■ The problem ■
Where the string "paths" appears in a line of the material below, copy that line.

■ Provided material ■
▬▬▬▬▬▬
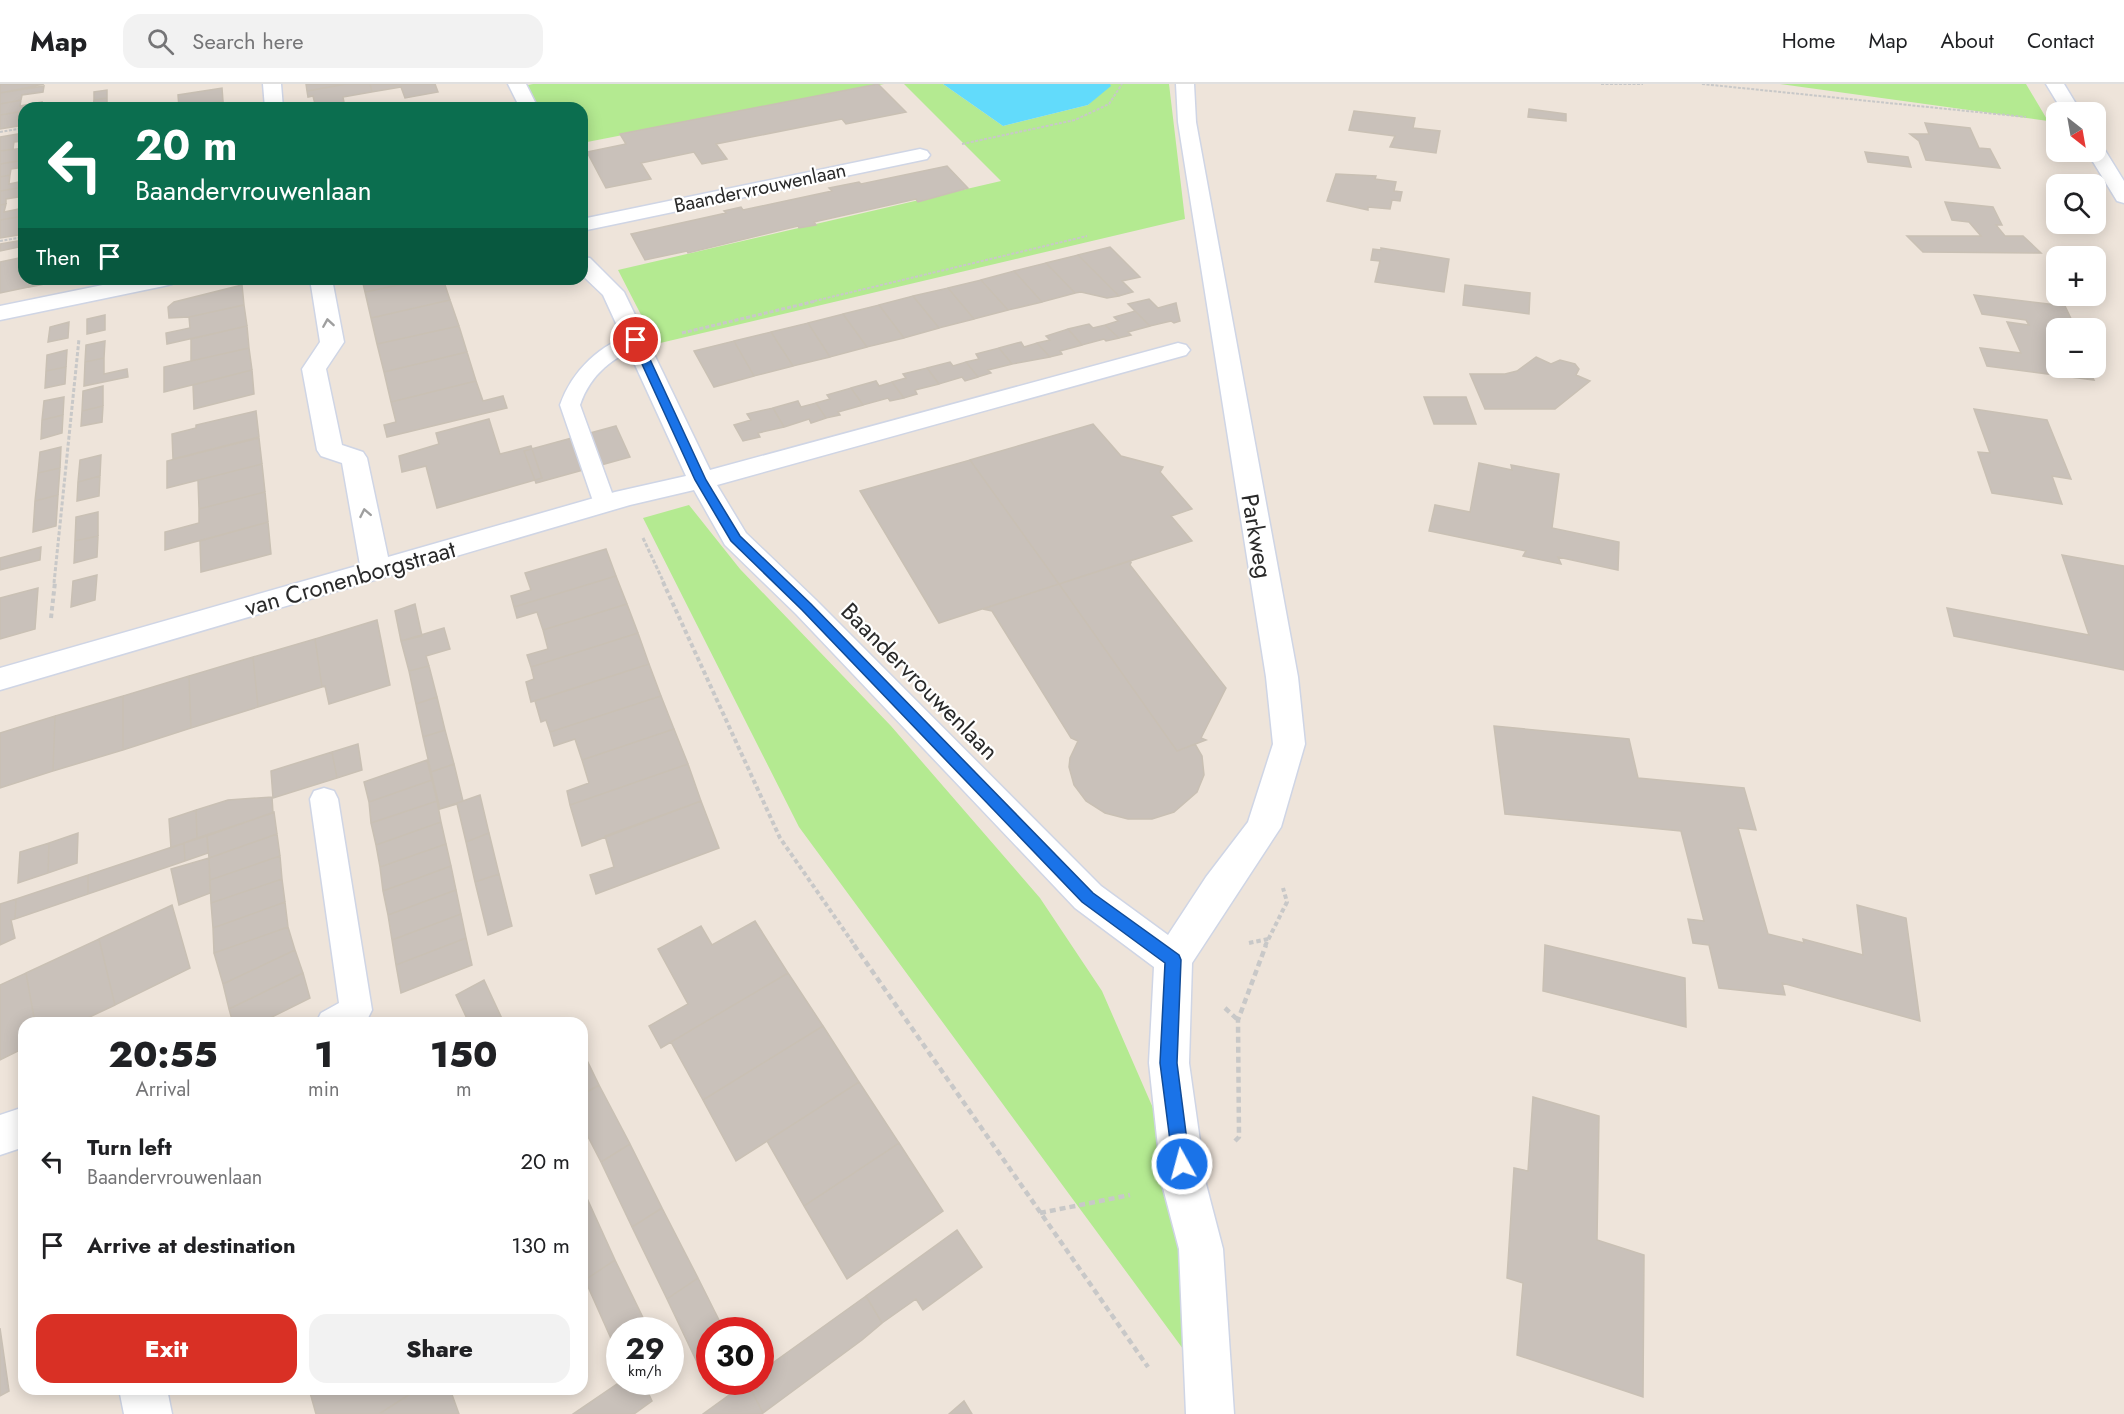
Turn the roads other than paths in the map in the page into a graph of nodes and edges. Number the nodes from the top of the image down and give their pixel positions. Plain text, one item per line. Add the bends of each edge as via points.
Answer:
1 (272, 84) edge
2 (518, 84) edge
3 (1185, 84) edge
4 (2055, 84) edge
5 (274, 102) edge
6 (526, 102) edge
7 (2066, 102) edge
8 (920, 155) road end
9 (2103, 162) edge
10 (2124, 197) edge
11 (588, 224) edge
12 (588, 269) edge
13 (135, 285) edge
14 (322, 285) edge
15 (0, 313) edge
16 (636, 340) junction
17 (1179, 350) dead end
18 (701, 480) junction
19 (615, 501) junction
20 (376, 571) junction
21 (0, 679) edge
22 (324, 799) dead end
23 (1173, 960) junction
24 (343, 1017) edge
25 (18, 1129) edge
26 (0, 1136) edge
27 (144, 1395) edge
28 (148, 1414) edge
29 (1210, 1414) edge

1 - 5 street
2 - 6 street
3 - 23 street, Parkweg via 1186,122 1283,688 1289,744 1264,827
4 - 7 street
8 - 11 street, Baandervrouwenlaan
9 - 10 street
12 - 16 street, Baandervrouwenlaan via 613,292
13 - 15 street
20 -> 14 street via 354,458 330,450 314,369 332,342
16 - 18 street, Baandervrouwenlaan
16 - 19 lane via 606,354 588,370 574,390 570,405
17 - 18 street
18 - 19 street, van Cronenborgstraat
18 - 23 street, Baandervrouwenlaan via 735,539 1088,897
19 - 20 street, van Cronenborgstraat
20 - 21 street, van Cronenborgstraat
22 - 24 lane via 356,1010
23 - 29 street via 1168,1063 1184,1184 1201,1249
25 - 26 street
27 - 28 street

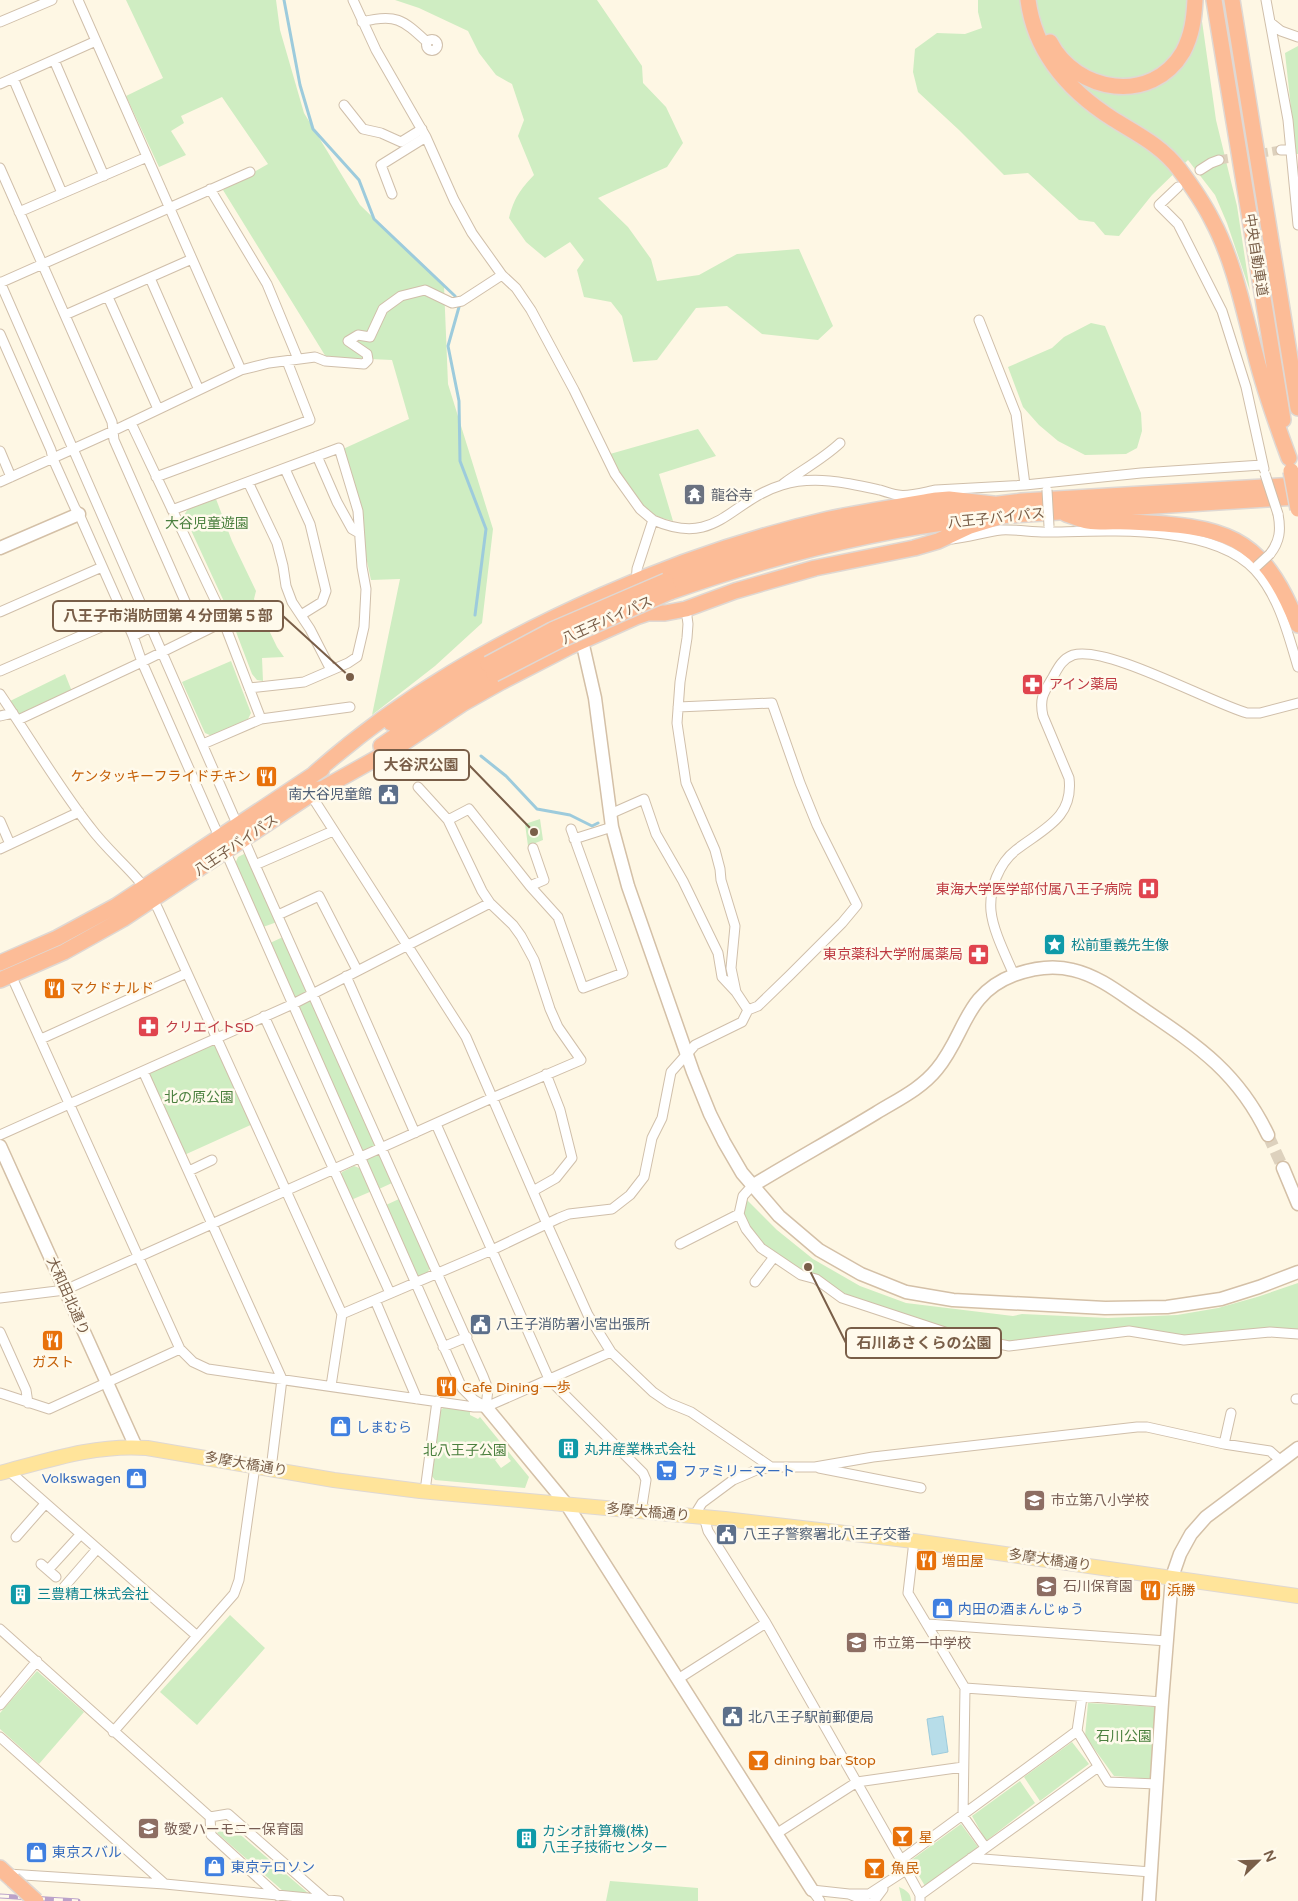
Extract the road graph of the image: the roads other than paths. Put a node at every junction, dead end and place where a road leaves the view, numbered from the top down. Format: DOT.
▬▬▬▬▬▬
■ Answer to this exercise ■
Turn the roads other than paths in the map in the page into a graph of nodes and edges. Number the nodes from the top of the image down and give their pixel positions. Plain text, one item per line. Add the bends of each edge as via points.
Extract the road graph of the image: the roads other than paths. Put a node at every junction, dead end and place where a road leaves the view, numbered from the top down. Format: DOT.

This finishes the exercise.